If you substitute Climate for Transport in terms of modeling, how does that make you feel?
What sort of projections and timeframes are they using?
Do they have narrow focus? Which one is more complex?
How accurate are the past models when reflecting on data of the past 30-50 years. Cheers.
“… But the problem of all modeling is that to show the effects of a proposed action, you have to assume that everything else in the background will remain constant, or at least will continue changing only along predictable paths.
… So perhaps modelling isn’t complete junk science. But always be enormously sceptical when people appear to be abdicating responsibility for a decision to modelling. And always question whether the modelling is simply guiding us to repeat the mistakes of the past. (global population, food supply, peak oil modeling etc.)”
Perhaps we should change the ubiquitous “TDM” to mean Travel Decision Modelling. This should require examination and selection of the First Principles of home, employment, education and shopping choices that precede going outside to travel somewhere. Planting houses instead of vegetables does need some modelling before accepting that it is a good idea. Then some academic rigor can be applied to the choices of travel by destination and mode that can be tested by modelling software, using sensitivity checks to consider what happens if we made choices that didn’t represent what people may actually do. These sensitivity tests need to cover disruptive factors such as e-bikes and new PT modes and networks. Enough calibration should be available from around the world that such tests can be meaningful.
And broadening benefits assessments to consider the many factors currently not quantified (including Cultural effects) is also necessary for the next step of “Is it worth doing?”
I attended a Complete Streets workshop not too long ago, one of the points the presenter made was that when he has designed town centre upgrades, he has never engaged traffic modellers. When the councils have asked him why, he simply says, “Because I don’t care about cars – town centres are for people, not machines.”
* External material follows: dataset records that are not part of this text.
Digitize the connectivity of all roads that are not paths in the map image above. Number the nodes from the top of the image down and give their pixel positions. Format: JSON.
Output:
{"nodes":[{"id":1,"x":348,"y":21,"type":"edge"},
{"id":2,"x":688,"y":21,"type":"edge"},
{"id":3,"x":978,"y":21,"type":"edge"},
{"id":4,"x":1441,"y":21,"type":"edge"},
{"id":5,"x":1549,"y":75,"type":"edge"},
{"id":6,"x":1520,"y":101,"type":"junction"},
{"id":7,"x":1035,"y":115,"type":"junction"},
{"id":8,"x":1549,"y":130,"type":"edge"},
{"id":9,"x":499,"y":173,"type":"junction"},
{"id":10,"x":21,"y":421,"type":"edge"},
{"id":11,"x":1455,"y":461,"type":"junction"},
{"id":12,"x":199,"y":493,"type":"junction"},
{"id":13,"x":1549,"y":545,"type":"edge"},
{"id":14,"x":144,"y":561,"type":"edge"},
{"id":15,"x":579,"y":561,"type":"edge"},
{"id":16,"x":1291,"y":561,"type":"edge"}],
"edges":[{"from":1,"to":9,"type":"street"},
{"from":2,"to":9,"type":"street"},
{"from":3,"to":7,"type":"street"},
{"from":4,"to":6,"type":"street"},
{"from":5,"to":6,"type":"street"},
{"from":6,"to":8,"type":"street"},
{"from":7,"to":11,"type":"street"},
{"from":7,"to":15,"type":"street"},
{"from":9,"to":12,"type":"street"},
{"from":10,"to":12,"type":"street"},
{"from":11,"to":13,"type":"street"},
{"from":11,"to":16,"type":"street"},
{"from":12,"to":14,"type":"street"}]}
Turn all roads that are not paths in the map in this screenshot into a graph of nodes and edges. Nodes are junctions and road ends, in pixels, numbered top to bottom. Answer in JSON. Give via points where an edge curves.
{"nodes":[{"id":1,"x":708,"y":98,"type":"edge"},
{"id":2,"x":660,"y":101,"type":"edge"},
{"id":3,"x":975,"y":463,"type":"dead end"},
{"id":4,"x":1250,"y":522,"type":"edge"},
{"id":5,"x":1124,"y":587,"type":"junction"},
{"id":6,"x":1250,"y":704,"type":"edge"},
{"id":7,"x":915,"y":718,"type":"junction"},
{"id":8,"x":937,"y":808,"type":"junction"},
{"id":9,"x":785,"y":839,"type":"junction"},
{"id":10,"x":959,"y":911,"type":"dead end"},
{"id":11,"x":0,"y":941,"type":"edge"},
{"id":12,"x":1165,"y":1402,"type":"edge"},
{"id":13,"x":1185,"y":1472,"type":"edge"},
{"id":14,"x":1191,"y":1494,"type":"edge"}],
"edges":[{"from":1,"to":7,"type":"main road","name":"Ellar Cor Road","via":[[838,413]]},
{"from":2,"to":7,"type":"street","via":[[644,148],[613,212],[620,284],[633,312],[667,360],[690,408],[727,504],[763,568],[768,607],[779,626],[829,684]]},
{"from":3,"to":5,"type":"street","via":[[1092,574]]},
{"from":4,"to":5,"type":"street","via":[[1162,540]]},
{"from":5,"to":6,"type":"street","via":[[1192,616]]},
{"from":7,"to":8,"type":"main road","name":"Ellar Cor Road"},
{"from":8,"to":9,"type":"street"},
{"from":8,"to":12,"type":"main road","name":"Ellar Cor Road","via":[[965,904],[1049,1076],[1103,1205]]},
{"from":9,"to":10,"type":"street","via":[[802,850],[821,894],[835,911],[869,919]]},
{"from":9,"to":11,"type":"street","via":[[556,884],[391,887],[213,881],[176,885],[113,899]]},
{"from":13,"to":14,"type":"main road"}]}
And of course his town centre designs work wonderfully for pedestrians, cyclists and surprise, surprise, retailers.
This article is complete tripe.
“For transport, models make travel demand seem like a completely external force that must be predicted and then provided for. This approach is central to the thinking that has got us into the congested, unsafe, unsustainable mess we find ourselves in. ”
The reason we are in a “mess” is:
1) The failure to properly price transport – no congestion tolls, subsidised partking, no vehicle air pollution levy, underpricing RUCs for trucks etc.
2) In many cases the total and complete lack of integration of land use and transport planning. Planners zone sprawling low density housing – what other outcome could be expected than car dependency.
Travel demand is nothing more than the result of the spatial distribution of land use and the costs faced by transport users for various modes.
Blaming the tool used to estimate the demands is a joke, and an abdication of the responsibility for making the proper but real hard choices and transport pricing and land use distribution.
I agree.
And it smacks of a refutation to accept analysis that leads to conclusions that don’t suit you. That’s something that is very dangerous.
Question analysis and investigate it by all means, but don’t completely write it off.
I agree too
He’s a phoney.
Good article thanks.
If you have played SimCity or Skylines like me, you soon get to see that using historic data & models only gives you some idea of what will happen when you change something. Playing this game you get to be traffic engineer, urban/town planner, major, politician, accountant, economist & God all at once really. You can actually change where people will live, work, shop & play and not just respond to current demand on one road or transit line.
So we need to not loose sight of what Jarred Walker says on this one:
“.. commenting on the same article in a recent post, highlights that modelling can be useful when used properly – but it should never be the decision-maker and it should never be seen as simulating exactly what will happen.”